■ **ASSIGNMENT**:
The records that follow are to be repeated exactly, without any pictures.
________________________________________
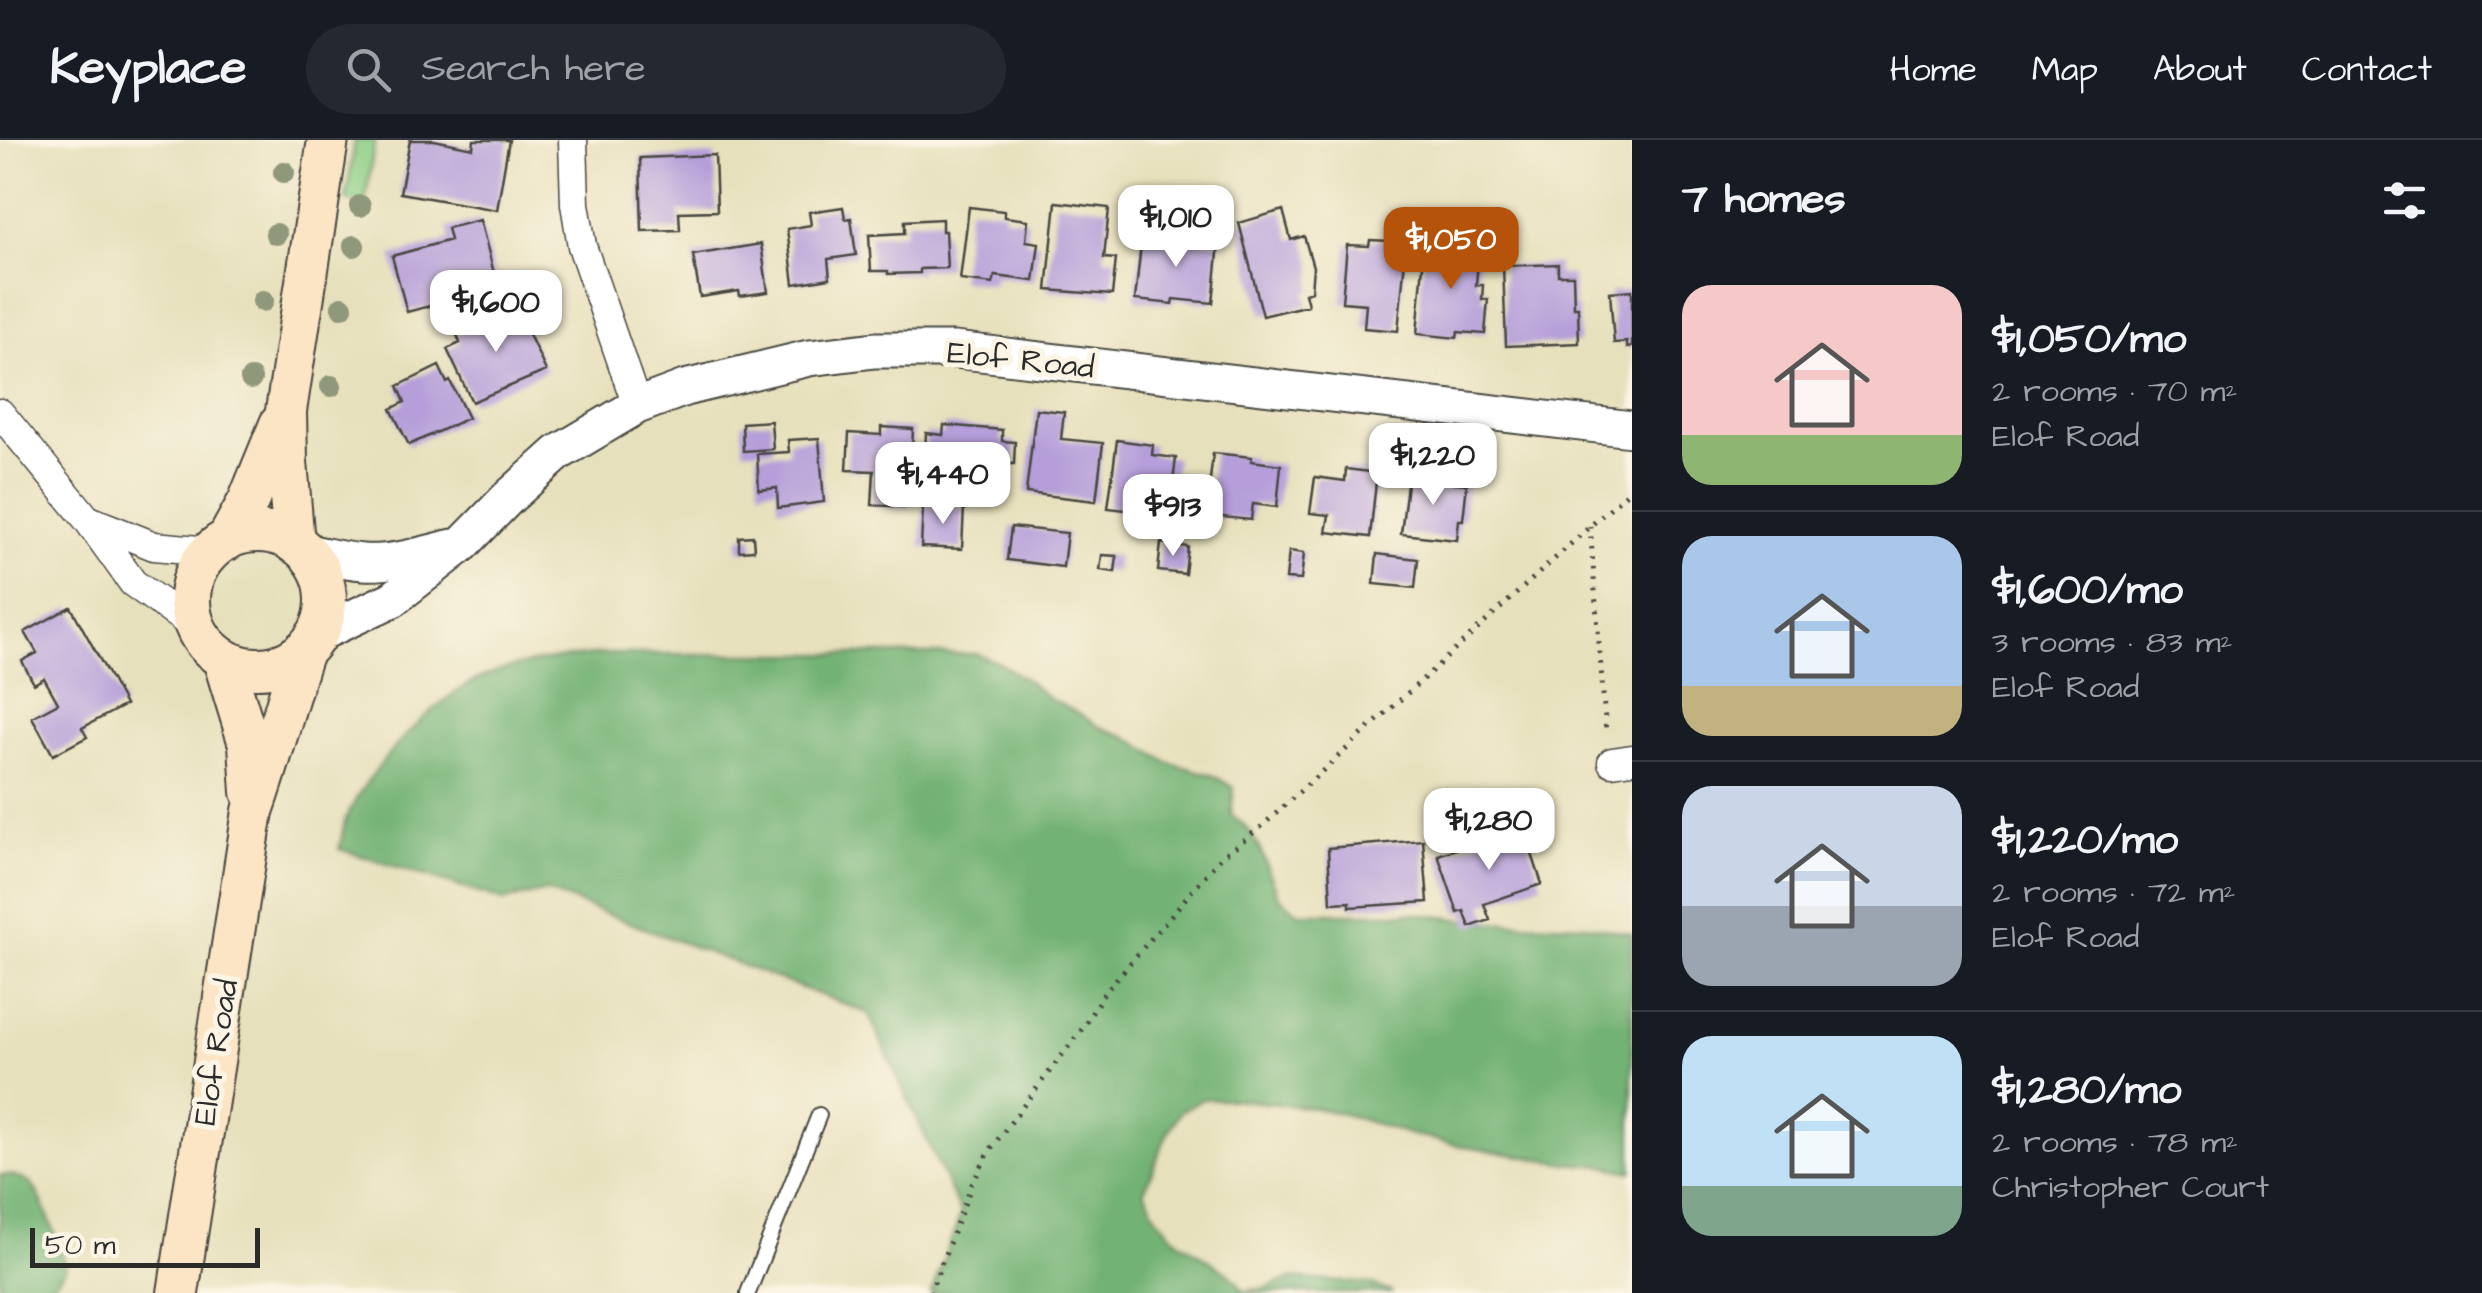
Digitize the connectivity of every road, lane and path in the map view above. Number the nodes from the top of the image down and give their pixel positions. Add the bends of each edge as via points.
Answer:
1 (328, 140) edge
2 (573, 140) edge
3 (636, 406) junction
4 (286, 411) junction
5 (0, 413) edge
6 (1632, 430) edge
7 (1632, 488) edge
8 (87, 520) junction
9 (1590, 526) junction
10 (463, 544) junction
11 (219, 546) junction
12 (300, 548) junction
13 (196, 628) junction
14 (310, 642) junction
15 (223, 659) junction
16 (1617, 752) edge
17 (252, 810) junction
18 (818, 1114) dead end
19 (178, 1293) edge
20 (748, 1293) edge
21 (930, 1293) edge

1 - 4 main road
2 - 3 street via 582,246
3 - 6 street, Elof Road via 810,358 954,350
3 - 10 street, Elof Road via 558,453
4 - 11 main road via 248,502
4 - 12 main road
5 - 8 street
7 - 9 path
8 - 11 street via 154,546
8 - 13 street via 133,584
9 - 16 path
9 - 21 path via 1221,857 1101,996 992,1147
10 - 12 street via 373,562
10 - 14 street, Elof Road via 393,599
11 - 12 main road via 267,532
11 - 13 main road via 191,587
12 - 14 main road via 320,570 326,591 325,614
13 - 15 main road
14 - 15 main road via 285,663 264,668
14 - 17 main road, Elof Road
15 - 17 main road, Elof Road via 249,744
17 - 19 main road, Elof Road
18 - 20 lane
________________________________________
■ **SOLUTION**:
Digitize the connectivity of every road, lane and path in the map view above. Number the nodes from the top of the image down and give their pixel positions. Add the bends of each edge as via points.
Answer:
1 (328, 140) edge
2 (573, 140) edge
3 (636, 406) junction
4 (286, 411) junction
5 (0, 413) edge
6 (1632, 430) edge
7 (1632, 488) edge
8 (87, 520) junction
9 (1590, 526) junction
10 (463, 544) junction
11 (219, 546) junction
12 (300, 548) junction
13 (196, 628) junction
14 (310, 642) junction
15 (223, 659) junction
16 (1617, 752) edge
17 (252, 810) junction
18 (818, 1114) dead end
19 (178, 1293) edge
20 (748, 1293) edge
21 (930, 1293) edge

1 - 4 main road
2 - 3 street via 582,246
3 - 6 street, Elof Road via 810,358 954,350
3 - 10 street, Elof Road via 558,453
4 - 11 main road via 248,502
4 - 12 main road
5 - 8 street
7 - 9 path
8 - 11 street via 154,546
8 - 13 street via 133,584
9 - 16 path
9 - 21 path via 1221,857 1101,996 992,1147
10 - 12 street via 373,562
10 - 14 street, Elof Road via 393,599
11 - 12 main road via 267,532
11 - 13 main road via 191,587
12 - 14 main road via 320,570 326,591 325,614
13 - 15 main road
14 - 15 main road via 285,663 264,668
14 - 17 main road, Elof Road
15 - 17 main road, Elof Road via 249,744
17 - 19 main road, Elof Road
18 - 20 lane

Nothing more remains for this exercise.